Apache Beam 2.20.0

We are happy to present the new 2.20.0 release of Beam. This release includes both improvements and new functionality. See the download page for this release.

For more information on changes in 2.20.0, check out the detailed release notes.

I/Os

Python SDK: . (#10223).

  • BEAM-8561 Adds support for Thrift encoded data via ThriftIO
  • BEAM-7310 KafkaIO supports schema resolution using Confluent Schema Registry
  • BEAM-7246 Support for Google Cloud Spanner.

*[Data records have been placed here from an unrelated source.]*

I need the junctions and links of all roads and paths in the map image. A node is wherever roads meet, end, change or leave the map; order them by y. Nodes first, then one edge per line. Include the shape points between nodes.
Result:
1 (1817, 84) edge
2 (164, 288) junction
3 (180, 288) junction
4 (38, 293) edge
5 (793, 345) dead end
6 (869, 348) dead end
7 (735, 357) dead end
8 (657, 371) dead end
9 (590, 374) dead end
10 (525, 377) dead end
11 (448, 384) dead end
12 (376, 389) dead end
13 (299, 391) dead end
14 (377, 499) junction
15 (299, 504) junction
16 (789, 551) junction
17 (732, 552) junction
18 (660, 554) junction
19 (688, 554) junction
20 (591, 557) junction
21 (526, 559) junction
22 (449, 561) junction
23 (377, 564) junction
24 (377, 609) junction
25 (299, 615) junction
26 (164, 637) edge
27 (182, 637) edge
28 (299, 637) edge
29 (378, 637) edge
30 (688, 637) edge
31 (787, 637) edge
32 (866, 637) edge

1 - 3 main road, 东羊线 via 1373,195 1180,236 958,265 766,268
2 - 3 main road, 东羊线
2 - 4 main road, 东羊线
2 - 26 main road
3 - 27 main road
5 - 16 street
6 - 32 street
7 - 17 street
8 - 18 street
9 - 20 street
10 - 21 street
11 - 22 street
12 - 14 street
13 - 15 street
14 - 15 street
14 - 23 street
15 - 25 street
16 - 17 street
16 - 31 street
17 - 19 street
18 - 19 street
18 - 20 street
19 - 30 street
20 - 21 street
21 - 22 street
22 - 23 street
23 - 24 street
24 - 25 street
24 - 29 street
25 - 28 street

This is an experimental module for reading and writing data from Google Cloud Spanner
  • BEAM-8399 Adds support for standard HDFS URLs (with server name)

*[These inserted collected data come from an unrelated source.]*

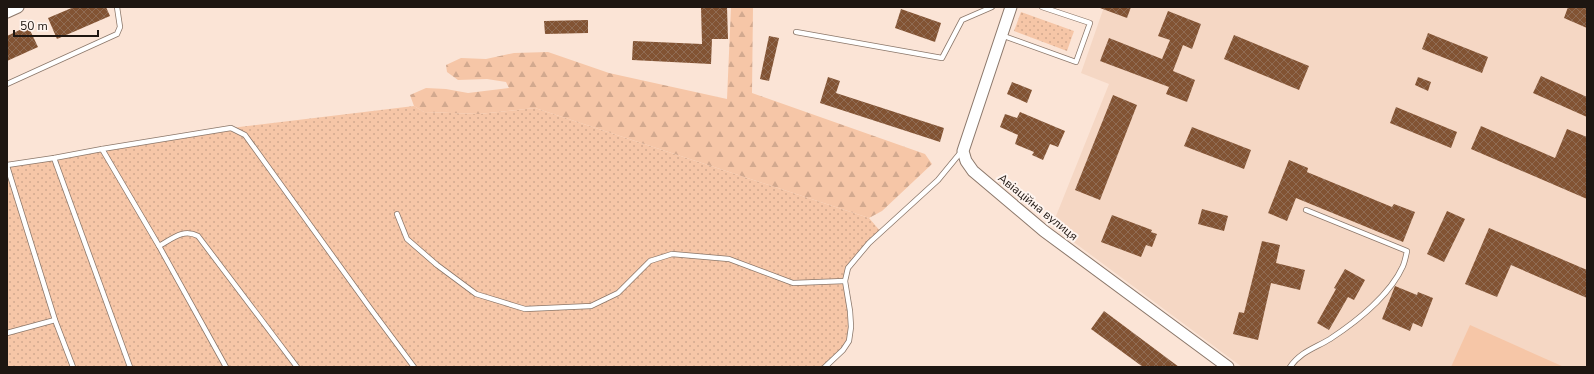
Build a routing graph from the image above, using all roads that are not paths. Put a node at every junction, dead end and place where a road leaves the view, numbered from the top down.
1 (18, 7) edge
2 (117, 7) edge
3 (992, 7) edge
4 (1011, 7) edge
5 (1042, 7) edge
6 (7, 12) edge
7 (796, 32) dead end
8 (1001, 35) junction
9 (7, 84) edge
10 (102, 148) junction
11 (962, 151) junction
12 (54, 158) junction
13 (7, 165) edge
14 (1306, 210) dead end
15 (397, 214) dead end
16 (159, 246) junction
17 (845, 281) junction
18 (55, 320) junction
19 (7, 333) edge
20 (73, 367) edge
21 (130, 367) edge
22 (226, 367) edge
23 (297, 367) edge
24 (414, 367) edge
25 (825, 367) edge
26 (1228, 367) edge
27 (1290, 367) edge

1 - 6 street
2 - 9 lane
3 - 7 lane
4 - 8 street
5 - 8 lane
8 - 11 street
10 - 12 lane
10 - 16 lane
10 - 24 lane
11 - 17 lane
11 - 26 street, Авіаційна вулиця
12 - 13 lane
12 - 21 lane
13 - 18 lane
14 - 27 lane
15 - 17 lane
16 - 22 lane
16 - 23 lane
17 - 25 lane
18 - 19 lane
18 - 20 lane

New Features / Improvements

  • BEAM-9146 New AnnotateVideo & AnnotateVideoWithContext PTransform’s that integrates GCP Video Intelligence functionality
  • BEAM-9247 New AnnotateImage & AnnotateImageWithContext PTransform’s for element-wise & batch image annotation using Google Cloud Vision API
  • BEAM-9258 Added a PTransform for inspection and deidentification of text using Google Cloud DLP
  • BEAM-9248 New AnnotateText PTransform that integrates Google Cloud Natural Language functionality
  • BEAM-9305 ReadFromBigQuery now supports value providers for the query string
  • BEAM-8841 Added ability to write to BigQuery via Avro file loads
  • BEAM-9228 Direct runner for FnApi supports further parallelism
  • BEAM-8550 Support for @RequiresTimeSortedInput in Flink and Spark
  • BEAM-6857 Added support for dynamic timers

Breaking Changes

  • BEAM-3453 Backwards incompatible change in ReadFromPubSub(topic=) in Python
  • BEAM-9310 SpannerAccessor in Java is now package-private to reduce API surface
  • BEAM-8616 ParquetIO hadoop dependency should be now provided by the users
  • BEAM-9063 Docker images will be deployed to apache/beam repositories from 2.20

Bugfixes

  • BEAM-9579 Fixed numpy operators in ApproximateQuantiles
  • BEAM-9277 Fixed exception when running in IPython notebook
  • BEAM-1833 Restructure Python pipeline construction to better follow the Runner API
  • BEAM-9225 Fixed Flink uberjar job termination bug
  • BEAM-9503 Fixed SyntaxError in process worker startup
  • Various bug fixes and performance improvements.

Known Issues

  • BEAM-9322 Python SDK ignores manually set PCollection tags
  • BEAM-9445 Python SDK pre_optimize=all experiment may cause error
  • BEAM-9725 Python SDK performance regression for reshuffle transform

List of Contributors

According to git shortlog, the following people contributed to the 2.20.0 release. Thank you to all contributors!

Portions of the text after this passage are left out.